I have no idea if this is what you are looking for, because your OP appears pretty vague, so I'll toss out an idea in mind anyway.
Edit: It appears you gave your second response while I was typing mine. Do with my post what you will.
I created for a piece of fiction, not involving D&D, a creature called the Spore Queen. I will try to describe her in D&D terms.
In D&D terms, she is an intelligent Ooze-like Aberration. She releases spores and by a complicated process, retrieves DNA of creatures which she adds to her "Library" of creatures. She can then use her body as a womb to create a replicate of that creature, or mix and match characteristics of two or three creatures to make a new monster. Everything she pumps out is loyal to Mother. She communicates telepathically within a range of 100', and is generally stationary, often attached to some large Tree or some creature that she parasitically leeches for nutrition.
She releases spores into the air that travel in the wind, and infect organisms. animals, plants, anything living, risks becoming infected by the spores upon contact, ingestion or inhalation.
-First a Fort save to resist being infected. Once infected, the spores grow and gain a sentience, figure an intelligence score of 4-6ish. If you succeed on the save you continue life as normal.
-If infected, lets say three days later if the disease has not been purged by medicine or magic, the target would then have to make a Will save to fight the intellegence of the disease, succeeding on that save results in resisting possession, losing that save results in death of the mind.
-Finally, if you make the Will safe, make another Fort safe to defeat the disease. Success in this third and final save means you're immune from the spores for the rest of your life, failure means death of your body and you fall down, decompose, and release spores into the air.
If you fail the Will save, you die and become an intelligent undead. In this case, the now undead monster becomes a contagious carrier of the spores, and releases spores into the air and by touch attacks.
This undead will try to infect others for a few days, and then try to return to the Spore Queen, for which it has an instinctive understanding of what direction she is in, but otherwise does not know distance or cannot communicate with her. Within a weeks time, the Undead decays so far that it can no longer move, and it rots, the body decaying into more spores that get released into the air.
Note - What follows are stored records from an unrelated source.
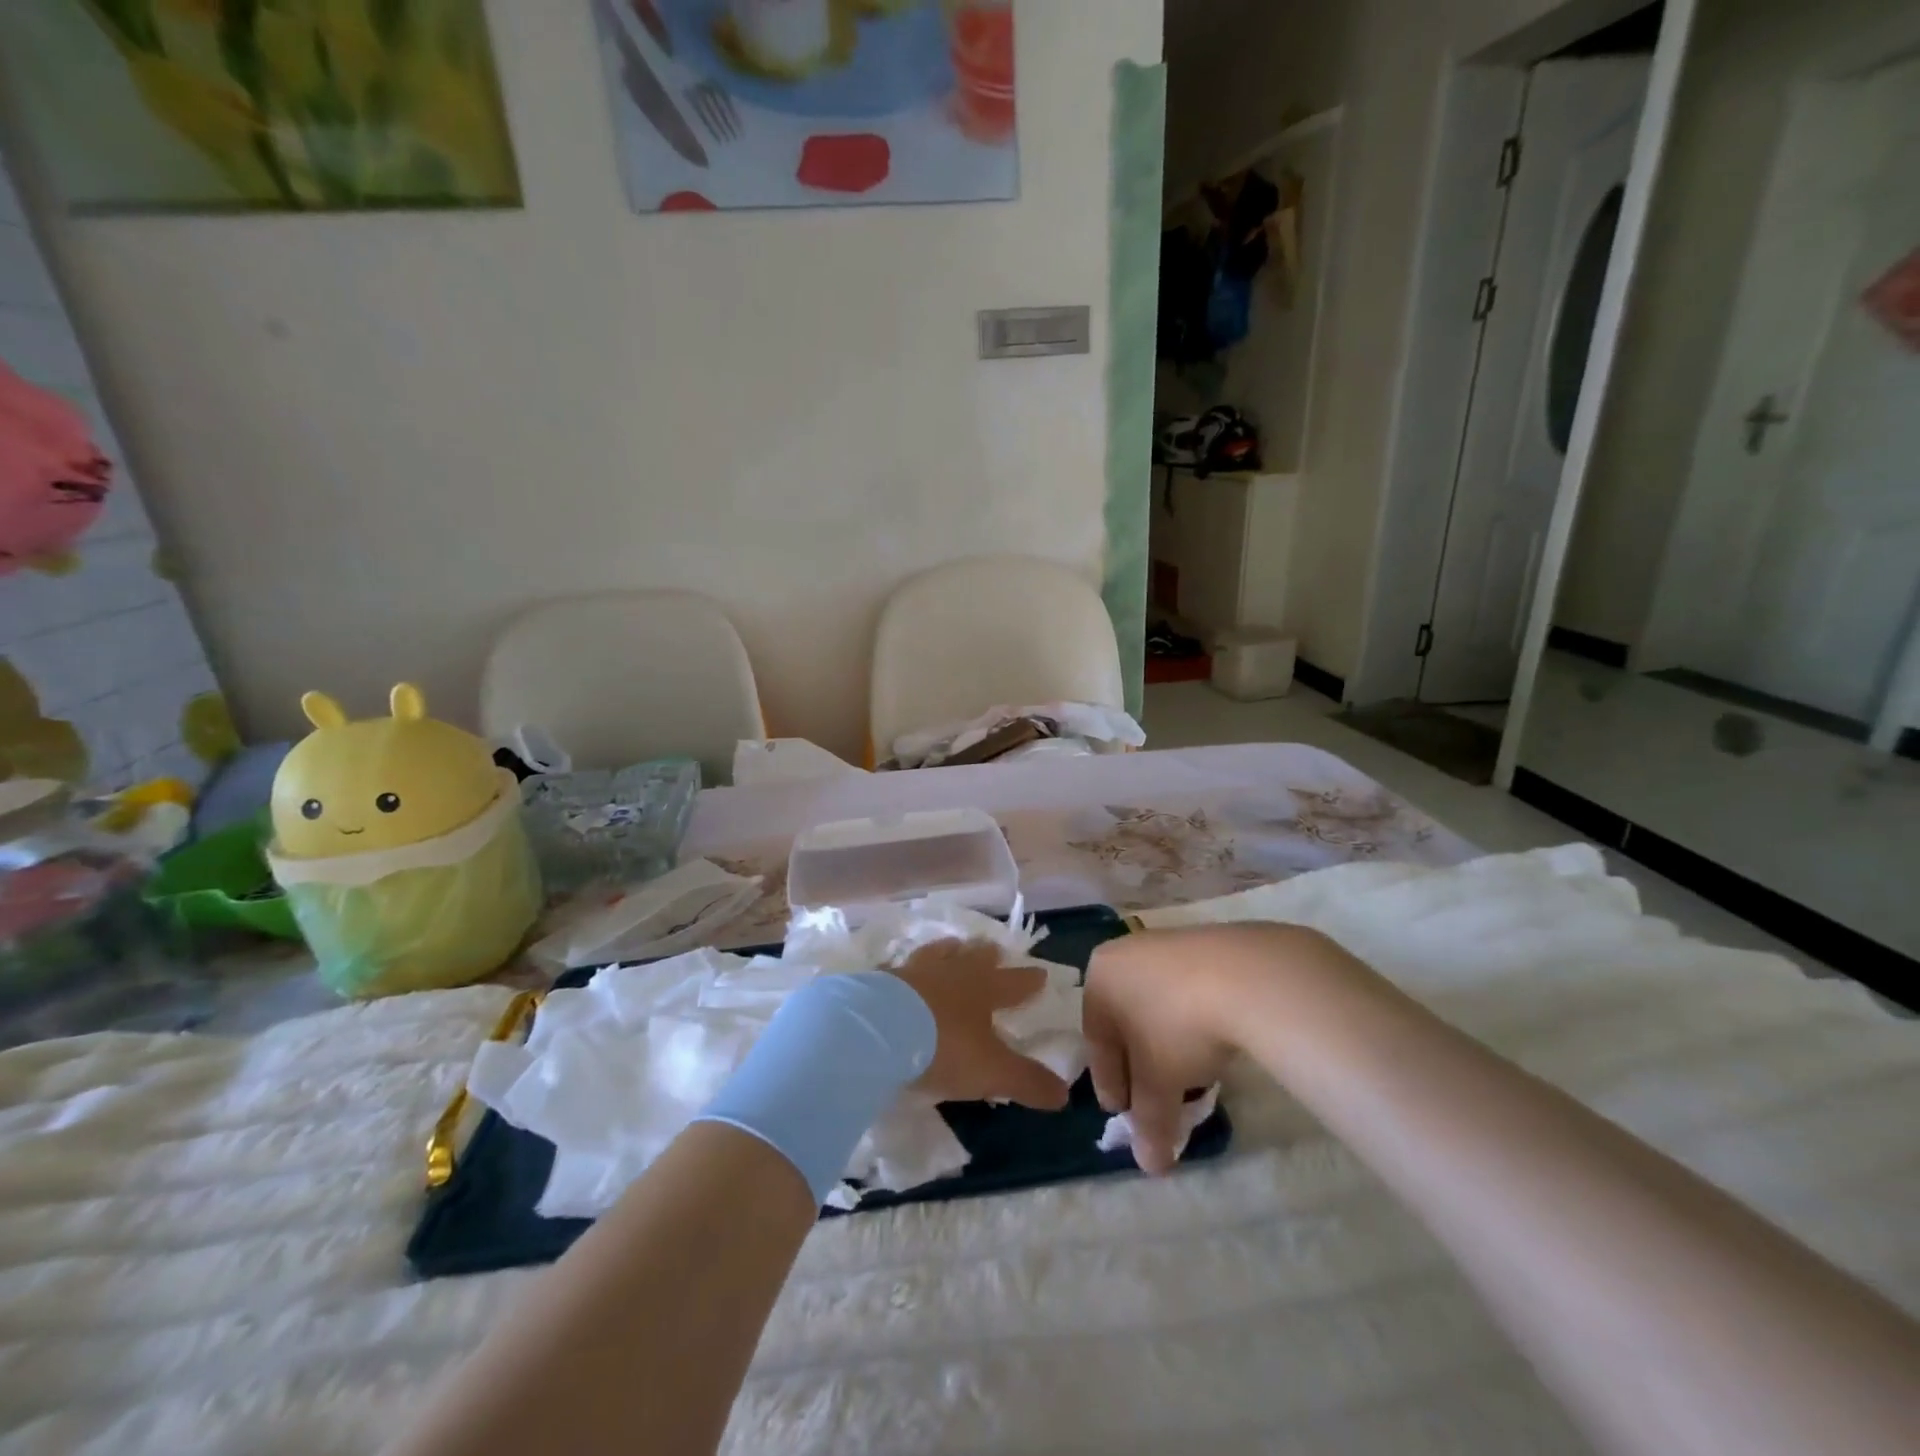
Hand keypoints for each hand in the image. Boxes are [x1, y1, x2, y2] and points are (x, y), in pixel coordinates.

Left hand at [889, 941, 1070, 1110]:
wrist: (876, 1030)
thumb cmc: (942, 1047)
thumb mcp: (991, 1072)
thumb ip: (1027, 1081)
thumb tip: (1064, 1095)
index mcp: (983, 989)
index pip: (1014, 982)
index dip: (1029, 981)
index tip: (1041, 974)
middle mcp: (951, 971)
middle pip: (975, 957)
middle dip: (987, 954)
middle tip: (994, 949)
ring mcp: (914, 971)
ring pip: (937, 953)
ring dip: (948, 951)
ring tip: (952, 946)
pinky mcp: (881, 979)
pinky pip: (898, 969)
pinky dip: (905, 970)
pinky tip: (900, 972)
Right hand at [1081, 927, 1253, 1173]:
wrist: (1246, 975)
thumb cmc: (1179, 1026)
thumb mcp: (1160, 1083)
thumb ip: (1149, 1123)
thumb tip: (1149, 1165)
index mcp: (1100, 977)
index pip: (1096, 1041)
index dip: (1111, 1084)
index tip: (1125, 1114)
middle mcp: (1125, 954)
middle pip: (1125, 1020)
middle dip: (1139, 1063)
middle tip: (1155, 1099)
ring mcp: (1166, 944)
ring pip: (1156, 1004)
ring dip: (1166, 1042)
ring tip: (1189, 1076)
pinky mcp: (1205, 943)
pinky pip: (1186, 989)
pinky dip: (1192, 1019)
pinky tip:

These second generation spores land within a warm, moist, dark environment. Given a length of time (Week, month, vary according to DM preference) these spores grow into miniature, mutated versions of the host creature, one size category smaller than the original host. These gremlins run around, eating whatever they can find and wreaking general havoc. Consider them Aberrations. After a week's time, the Spore Gremlins have fed enough and then turn on each other, and by survival of the fittest one, two or three of the brood that grow into adulthood, growing to the size category of the original host. They have the abilities of the original host. They then start to emit spores into the air and by touch attacks and gradually decay. These also try to return to the Spore Queen.
When these Spore Gremlins emit spores, these third generation spores then land on a new host. Same Fort, Will, Fort save. The spores carry the DNA of the first host, merging it into the current host. When this host emits spores, the next generation Gremlins are a blend of traits of the previous hosts. A Bird/Tree, an Elf/Dog, a Shark/Beholder, and so on, and so on. Each generation that has mixed DNA has less Gremlins live due to the mutations, and therefore those that do survive are the most effective mix of the DNA.
The generations rarely make it beyond 3 host DNA mixes, but those that do, are very powerful.
Meanwhile, any spores that carry the DNA of previous hosts that return to the Spore Queen deposit the DNA within her body. She than can intentionally select traits of different creatures and then intentionally create new Aberrations that are her children and defenders. She cannot make Spore versions of these creatures that then decay quickly, these are sterile, stable creatures that live ordinary lifespans, if they didn't fight to the death in defense and at the requests of the Spore Queen Mother.
The Spore Queen's motives are her own. She works to create a small army, collect samples of all living organisms, and store them within her library banks. Perhaps she then leaves to populate entire other worlds. She is not known to ever breed, but it's believed that if she did, it would be by dividing into a separate bud queen, the new queen possessing none of the library of the parent, thus needing to start a new colony.
The Spore Queen herself lacks the ability to move and lacks many offensive capabilities, instead relaying upon her children for her defense. She can be killed with relative ease and would have a very low CR, however her children my be very, very powerful.
Because I've never considered using her in a D&D setting, I don't have stats for her or mechanical details for the spores and Gremlins, but I'm sure I could put together something.